_Dataset extract_

################

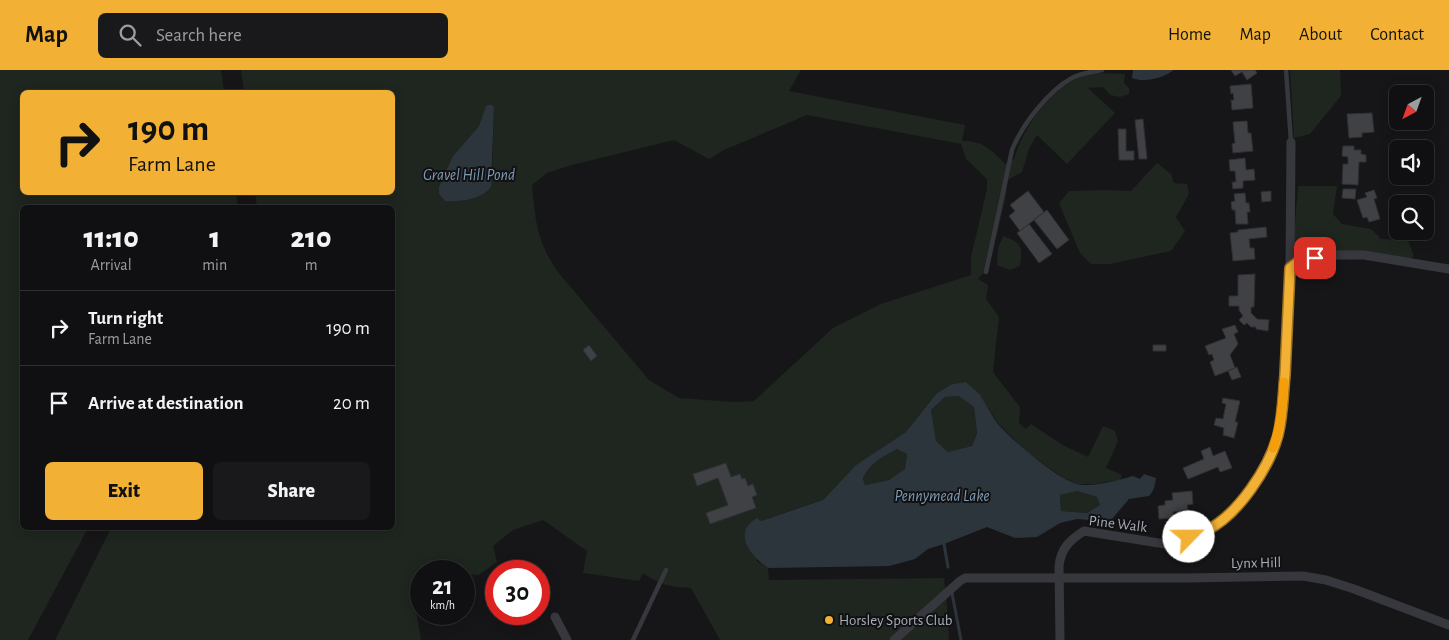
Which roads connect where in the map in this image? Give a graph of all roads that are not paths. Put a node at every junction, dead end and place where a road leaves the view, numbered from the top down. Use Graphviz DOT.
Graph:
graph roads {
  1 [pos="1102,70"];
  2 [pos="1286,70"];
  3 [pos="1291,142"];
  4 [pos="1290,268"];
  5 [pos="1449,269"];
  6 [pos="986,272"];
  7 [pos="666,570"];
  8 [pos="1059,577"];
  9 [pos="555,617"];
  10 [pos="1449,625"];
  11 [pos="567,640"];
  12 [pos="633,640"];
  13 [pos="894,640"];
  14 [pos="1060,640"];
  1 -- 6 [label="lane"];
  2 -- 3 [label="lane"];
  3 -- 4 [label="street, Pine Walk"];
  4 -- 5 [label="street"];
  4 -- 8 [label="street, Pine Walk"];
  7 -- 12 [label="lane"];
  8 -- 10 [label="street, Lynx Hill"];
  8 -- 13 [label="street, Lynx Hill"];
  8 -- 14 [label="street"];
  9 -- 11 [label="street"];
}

################

_Activity_
Output the entries verbatim but drop the images.

_Output of the exercise_
Which roads connect where in the map in this image? Give a graph of all roads that are not paths. Put a node at every junction, dead end and place where a road leaves the view, numbered from the top down. Use Graphviz DOT.
Graph:
graph roads {
  1 [pos="1102,70"];
  2 [pos="1286,70"];
  3 [pos="1291,142"];
  4 [pos="1290,268"];
  5 [pos="1449,269"];
  6 [pos="986,272"];
  7 [pos="666,570"];
  8 [pos="1059,577"];
  9 [pos="555,617"];
  10 [pos="1449,625"];
  11 [pos="567,640"];
  12 [pos="633,640"];
  13 [pos="894,640"];
  14 [pos="1060,640"];
  1 -- 6 [label="lane"];
  2 -- 3 [label="lane"];
  3 -- 4 [label="street, Pine Walk"];
  4 -- 5 [label="street"];
  4 -- 8 [label="street, Pine Walk"];
  7 -- 12 [label="lane"];
  8 -- 10 [label="street, Lynx Hill"];
  8 -- 13 [label="street, Lynx Hill"];
  8 -- 14 [label="street"];
  9 -- 11 [label="street"];
}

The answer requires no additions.